[[ Data open ]]
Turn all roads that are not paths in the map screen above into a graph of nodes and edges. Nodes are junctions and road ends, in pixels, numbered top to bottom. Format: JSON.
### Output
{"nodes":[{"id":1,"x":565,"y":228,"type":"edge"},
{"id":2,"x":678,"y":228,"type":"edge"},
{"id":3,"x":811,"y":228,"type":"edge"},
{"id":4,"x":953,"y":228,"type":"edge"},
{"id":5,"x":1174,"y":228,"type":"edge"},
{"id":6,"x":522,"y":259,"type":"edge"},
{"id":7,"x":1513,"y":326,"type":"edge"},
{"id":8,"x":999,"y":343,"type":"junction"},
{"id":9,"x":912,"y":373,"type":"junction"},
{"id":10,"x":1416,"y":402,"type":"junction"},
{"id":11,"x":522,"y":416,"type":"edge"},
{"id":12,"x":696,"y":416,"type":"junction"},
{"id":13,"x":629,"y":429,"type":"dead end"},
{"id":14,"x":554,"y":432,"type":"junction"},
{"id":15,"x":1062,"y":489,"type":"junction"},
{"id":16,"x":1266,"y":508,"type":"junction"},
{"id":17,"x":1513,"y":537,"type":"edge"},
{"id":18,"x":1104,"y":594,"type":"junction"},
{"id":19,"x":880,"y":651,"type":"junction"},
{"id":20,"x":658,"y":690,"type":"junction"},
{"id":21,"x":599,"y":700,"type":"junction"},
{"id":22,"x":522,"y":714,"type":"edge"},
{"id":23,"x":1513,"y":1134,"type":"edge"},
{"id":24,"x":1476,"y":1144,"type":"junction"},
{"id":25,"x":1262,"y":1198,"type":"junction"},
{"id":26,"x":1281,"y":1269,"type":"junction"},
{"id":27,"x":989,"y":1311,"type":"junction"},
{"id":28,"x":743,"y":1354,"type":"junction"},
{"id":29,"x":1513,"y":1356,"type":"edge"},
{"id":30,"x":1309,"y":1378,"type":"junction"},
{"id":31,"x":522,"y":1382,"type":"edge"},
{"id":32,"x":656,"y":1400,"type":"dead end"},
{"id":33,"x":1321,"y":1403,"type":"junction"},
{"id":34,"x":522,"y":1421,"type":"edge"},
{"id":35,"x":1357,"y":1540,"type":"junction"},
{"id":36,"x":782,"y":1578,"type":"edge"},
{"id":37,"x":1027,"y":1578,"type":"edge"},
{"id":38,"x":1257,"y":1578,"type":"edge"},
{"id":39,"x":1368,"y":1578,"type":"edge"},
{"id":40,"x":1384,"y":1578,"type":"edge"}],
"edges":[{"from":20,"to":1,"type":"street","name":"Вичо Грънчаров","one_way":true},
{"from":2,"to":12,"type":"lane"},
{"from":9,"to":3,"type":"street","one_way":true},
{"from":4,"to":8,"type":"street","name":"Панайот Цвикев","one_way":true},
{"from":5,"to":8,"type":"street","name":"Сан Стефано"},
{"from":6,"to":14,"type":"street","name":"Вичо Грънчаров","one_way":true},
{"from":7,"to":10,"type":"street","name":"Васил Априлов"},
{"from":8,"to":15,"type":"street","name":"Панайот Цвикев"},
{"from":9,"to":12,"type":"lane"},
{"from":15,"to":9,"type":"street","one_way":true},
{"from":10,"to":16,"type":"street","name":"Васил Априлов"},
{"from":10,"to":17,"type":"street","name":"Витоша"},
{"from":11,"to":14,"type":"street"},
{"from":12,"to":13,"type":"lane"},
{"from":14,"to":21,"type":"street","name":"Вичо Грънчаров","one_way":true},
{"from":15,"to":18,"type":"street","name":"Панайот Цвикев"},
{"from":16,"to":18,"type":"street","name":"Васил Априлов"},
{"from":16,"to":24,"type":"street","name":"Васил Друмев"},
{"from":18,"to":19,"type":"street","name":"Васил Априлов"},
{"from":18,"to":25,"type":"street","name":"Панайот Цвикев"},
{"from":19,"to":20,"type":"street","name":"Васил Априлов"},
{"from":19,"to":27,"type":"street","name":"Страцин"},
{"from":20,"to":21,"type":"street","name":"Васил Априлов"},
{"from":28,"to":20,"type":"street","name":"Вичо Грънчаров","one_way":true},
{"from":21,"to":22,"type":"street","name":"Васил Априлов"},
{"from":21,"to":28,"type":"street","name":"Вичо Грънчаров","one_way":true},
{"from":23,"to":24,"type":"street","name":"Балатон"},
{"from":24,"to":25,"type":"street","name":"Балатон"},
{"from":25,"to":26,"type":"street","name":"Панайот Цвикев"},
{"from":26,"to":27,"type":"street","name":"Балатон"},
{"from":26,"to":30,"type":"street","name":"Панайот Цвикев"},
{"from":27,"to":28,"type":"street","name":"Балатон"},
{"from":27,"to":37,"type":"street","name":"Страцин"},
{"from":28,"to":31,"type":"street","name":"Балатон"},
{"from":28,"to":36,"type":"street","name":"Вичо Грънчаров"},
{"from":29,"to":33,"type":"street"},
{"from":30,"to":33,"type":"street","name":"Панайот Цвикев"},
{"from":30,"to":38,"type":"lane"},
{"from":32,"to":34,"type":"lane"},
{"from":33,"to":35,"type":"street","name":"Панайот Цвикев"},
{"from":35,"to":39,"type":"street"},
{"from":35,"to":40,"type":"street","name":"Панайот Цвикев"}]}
[[ Data closed ]]
* **Your goal**
Copy out all lines above holding "Априлов".

* **Solution for this task**
{"from":7,"to":10,"type":"street","name":"Васил Априлов"},
{"from":10,"to":16,"type":"street","name":"Васил Априлов"},
{"from":16,"to":18,"type":"street","name":"Васил Априлов"},
{"from":18,"to":19,"type":"street","name":"Васил Априлов"},
{"from":19,"to":20,"type":"street","name":"Васил Априлов"},
{"from":20,"to":21,"type":"street","name":"Васил Априлов"},
{"from":21,"to":22,"type":"street","name":"Васил Априлов"},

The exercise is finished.